Amid sweeping federal cuts, the charitable food system is straining to meet the need, as more people seek help and less money is available to assist them. And private philanthropy isn’t enough to fill the gap.
Experts warn high food costs have driven up demand, at the same time that federal cuts have hobbled the nonprofits and charities that have long provided free food to people in poverty struggling to get enough to eat. And advocates fear the gaps could widen if proposals to cut federal safety net programs, including the Supplemental Nutrition Assistance Program, are finalized.
“There’s no way the charitable food system is going to be able to pick up the slack,’’ said Laura Milliken, executive director of New Hampshire Hunger Solutions. ’’They’re already completely overburdened.’’
While private philanthropy can address emergency food needs, she said, it isn’t designed to lift people out of poverty and solve hunger.
Plus, money is tight right now. Inflation and the economic uncertainty around tariffs are also impacting the philanthropists and foundations that give to charitable causes, as they field urgent requests for funding from all angles. Affordable housing projects, substance use treatment initiatives, and emergency fuel assistance have all lost federal funding.

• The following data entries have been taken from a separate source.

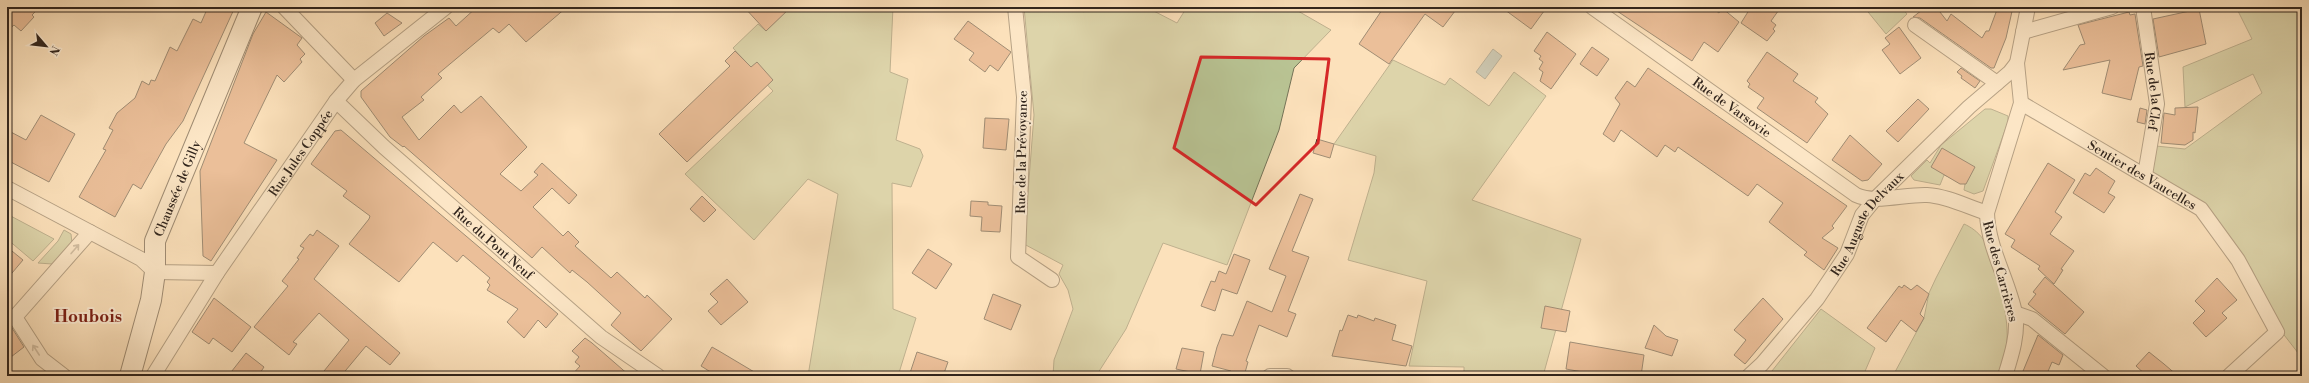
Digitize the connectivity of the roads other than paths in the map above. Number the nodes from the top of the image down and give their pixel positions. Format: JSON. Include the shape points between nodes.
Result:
{"nodes":[{"id":1,"x":252,"y":7,"type":"edge"},
{"id":2,"x":284,"y":7,"type":"edge"},
{"id":3,"x":446,"y":7,"type":"edge"},
{"id":4,"x":1015,"y":7,"type":"edge"},
{"id":5,"x":1592,"y":7,"type":"edge"},
{"id":6,"x":2028,"y":7,"type":"edge"},
{"id":7,"x":2112,"y":7,"type":"edge"},
{"id":8,"x":2143,"y":7,"type":"edge"},
{"id":9,"x":1915,"y":25,"type":"dead end"},
{"id":10,"x":2023,"y":32,"type":"junction"},
{"id":11,"x":2017,"y":63,"type":"junction"},
{"id":12,"x":354,"y":80,"type":"junction"},
{"id":13,"x":1997,"y":83,"type":"junction"},
{"id":14,"x":336,"y":101,"type":"junction"},
{"id":15,"x":2021,"y":103,"type":"junction"},
{"id":16,"x":2145,"y":175,"type":"junction"},
{"id":17,"x":7,"y":188,"type":"edge"},
{"id":18,"x":1874,"y":199,"type":"junction"},
{"id":19,"x":1987,"y":213,"type":"junction"},
{"id":20,"x":90,"y":232,"type":"junction"},
{"id":21,"x":155,"y":272,"type":"junction"},
{"id":22,"x":217,"y":273,"type":"junction"},
{"id":23,"x":1052,"y":280,"type":"dead end"},
{"id":24,"x":2015,"y":313,"type":"junction"},
{"id":25,"x":64,"y":376,"type":"edge"},
{"id":26,"x":130,"y":376,"type":"edge"},
{"id":27,"x":153,"y":376,"type":"edge"},
{"id":28,"x":658,"y":376,"type":"edge"},
{"id":29,"x":1270,"y":376,"type":"edge"},
{"id":30,"x":1287,"y":376,"type":"edge"},
{"id":31,"x":1749,"y":376,"type":"edge"},
{"id":32,"x":2005,"y":376,"type":"edge"},
{"id":33,"x":2103,"y":376,"type":"edge"},
{"id":34,"x":2228,"y":376,"type":"edge"}],
"edges":[{"from":1,"to":21,"type":"street","name":"Chaussée de Gilly","via":[[155,241]]},
{"from":2,"to":12,"type":"street"},
{"from":3,"to":12,"type":"street","name":"Rue Jules Coppée"},
{"from":4,"to":23,"type":"street","name":"Rue de la Prévoyance","via":[[1024,97],[1018,257]]},
{"from":5,"to":18,"type":"street","name":"Rue de Varsovie","via":[[1856,195]]},
{"from":6,"to":10,"type":"street"},
{"from":7,"to":10,"type":"street"},
{"from":8,"to":16,"type":"street","name":"Rue de la Clef","via":[[2158,104]]},
{"from":9,"to":13,"type":"street"},
{"from":10,"to":11,"type":"street"},
{"from":11,"to":13,"type":"street","name":"Rue Auguste Delvaux"},
{"from":11,"to":15,"type":"street"},
{"from":12,"to":14,"type":"street","name":"Rue Jules Coppée"},
{"from":13,"to":18,"type":"street","name":"Rue Auguste Delvaux"},
{"from":14,"to":22,"type":"street","name":"Rue Jules Coppée"},
{"from":14,"to":28,"type":"street","name":"Rue du Pont Neuf","via":[[384,147],[601,337]]},
{"from":15,"to":16,"type":"street","name":"Sentier des Vaucelles"},
{"from":15,"to":19,"type":"street"},
{"from":16,"to":34,"type":"street","name":"Sentier des Vaucelles","via":[[2201,209],[2238,260],[2277,332]]},
{"from":17,"to":20,"type":"street"},
{"from":18,"to":19,"type":"street","via":[[1894,196],[1936,196]]},
{"from":18,"to":31,"type":"street","name":"Rue Auguste Delvaux","via":[[1862,215],[1847,254],[1817,299]]},
{"from":19,"to":24,"type":"street","name":"Rue des Carrières","via":[[1988,231]]},
{"from":20,"to":21,"type":"street","via":[[141,259]]},
{"from":25,"to":20,"type":"street","one_way":true,"via":[[42,359],[15,317]]},
{"from":21,"to":22,"type":"street"},
{"from":21,"to":26,"type":"street","name":"Chaussée de Gilly","via":[[151,300]]},
{"from":22,"to":27,"type":"street"},
{"from":24,"to":32,"type":"street","name":"Rue des Carrières","via":[[2015,338]]},
{"from":24,"to":33,"type":"street","via":[[2032,319]]},
{"from":29,"to":30,"type":"street"}]}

“We are all looking for that funding,’’ said Elsy Cipriani, executive director of the New Hampshire Food Bank, the state’s only food bank. “I think it is putting some funders in a very difficult and challenging situation between deciding which cause to support.’’
With decreased funding, the Food Bank is trying to do more with less, Cipriani said.
About 10 percent of New Hampshire residents don’t have enough to eat and don’t know where their next meal will come from, a 2024 report from Feeding America found, about a 43 percent increase compared to the previous year.
While Maine, Vermont, and Massachusetts offer free school meals to all, New Hampshire, Rhode Island, and Connecticut do not.
A patchwork of organizations provide free food to people in need in New Hampshire, including food pantries, homeless shelters, soup kitchens, and senior centers. About 400 of those agencies receive on average 60 percent of their food from the New Hampshire Food Bank.
But this year, the Food Bank said, it has to shrink some efforts, after the US Department of Agriculture cut about $1 million for a program called New Hampshire Feeding New Hampshire. Of the organization’s roughly $15 million annual budget, the cut in March eliminated about $300,000 per year over the next three years of money for purchasing healthy local food.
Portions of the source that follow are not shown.